▸ **WHAT THE TASK REQUIRES**
Everything from the line containing "middle tip: (1075, 997)" through the last line of the material must be restated word for word, and only that.

▸ **DATASET ENTRIES**

════════

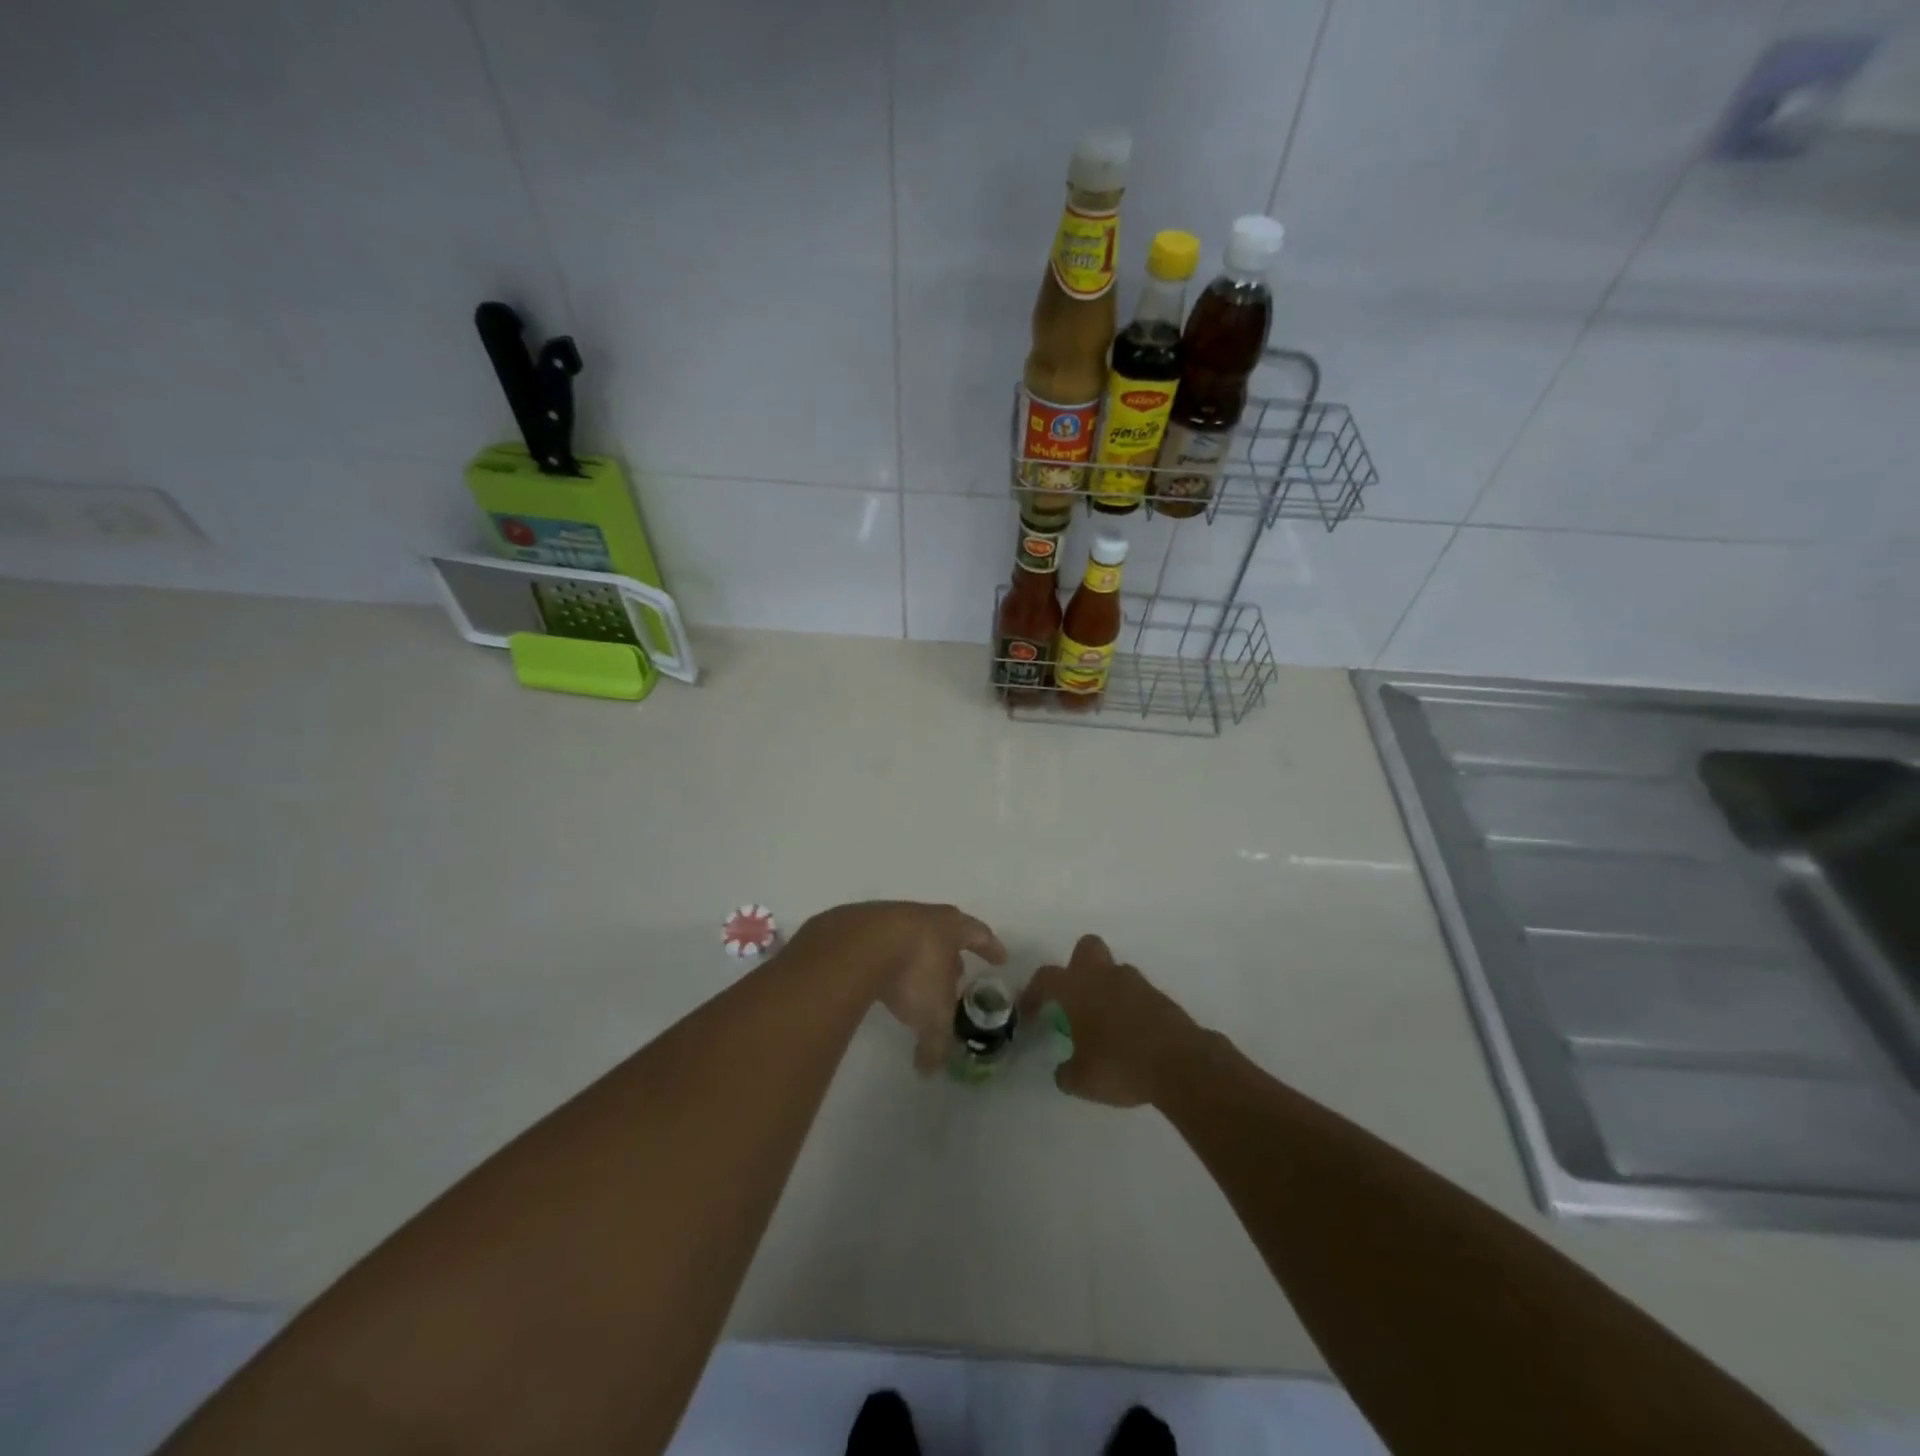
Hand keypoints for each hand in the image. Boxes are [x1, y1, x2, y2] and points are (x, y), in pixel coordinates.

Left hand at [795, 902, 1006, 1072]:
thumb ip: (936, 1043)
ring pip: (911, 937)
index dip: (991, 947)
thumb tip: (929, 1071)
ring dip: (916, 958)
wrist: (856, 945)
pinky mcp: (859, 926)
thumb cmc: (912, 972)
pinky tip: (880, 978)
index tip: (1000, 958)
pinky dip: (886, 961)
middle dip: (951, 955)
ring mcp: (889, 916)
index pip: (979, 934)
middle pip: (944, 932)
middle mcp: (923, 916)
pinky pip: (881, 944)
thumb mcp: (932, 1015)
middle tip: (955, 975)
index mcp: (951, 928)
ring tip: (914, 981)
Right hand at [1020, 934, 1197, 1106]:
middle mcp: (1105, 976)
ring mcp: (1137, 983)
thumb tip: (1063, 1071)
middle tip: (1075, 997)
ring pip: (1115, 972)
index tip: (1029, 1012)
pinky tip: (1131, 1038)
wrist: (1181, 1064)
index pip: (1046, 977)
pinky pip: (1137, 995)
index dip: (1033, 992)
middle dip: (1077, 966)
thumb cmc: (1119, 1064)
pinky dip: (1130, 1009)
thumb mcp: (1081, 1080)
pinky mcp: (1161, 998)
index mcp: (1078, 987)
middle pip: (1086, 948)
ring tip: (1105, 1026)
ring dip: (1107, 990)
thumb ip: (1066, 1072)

════════

▸ **RESPONSE BOX**
middle tip: (1075, 997)
ring pip: (1115, 972)
index tip: (1029, 1012)
pinky tip: (1131, 1038)
wrist: (1181, 1064)
index pip: (1046, 977)
pinky pip: (1137, 995)
index dip: (1033, 992)
middle dip: (1077, 966)
thumb cmc: (1119, 1064)
pinky dip: (1130, 1009)
thumb mcp: (1081, 1080)
pinky mcp: (1161, 998)
index mcp: (1078, 987)
middle pip: (1086, 948)
ring tip: (1105, 1026)
ring dip: (1107, 990)
thumb ip: (1066, 1072)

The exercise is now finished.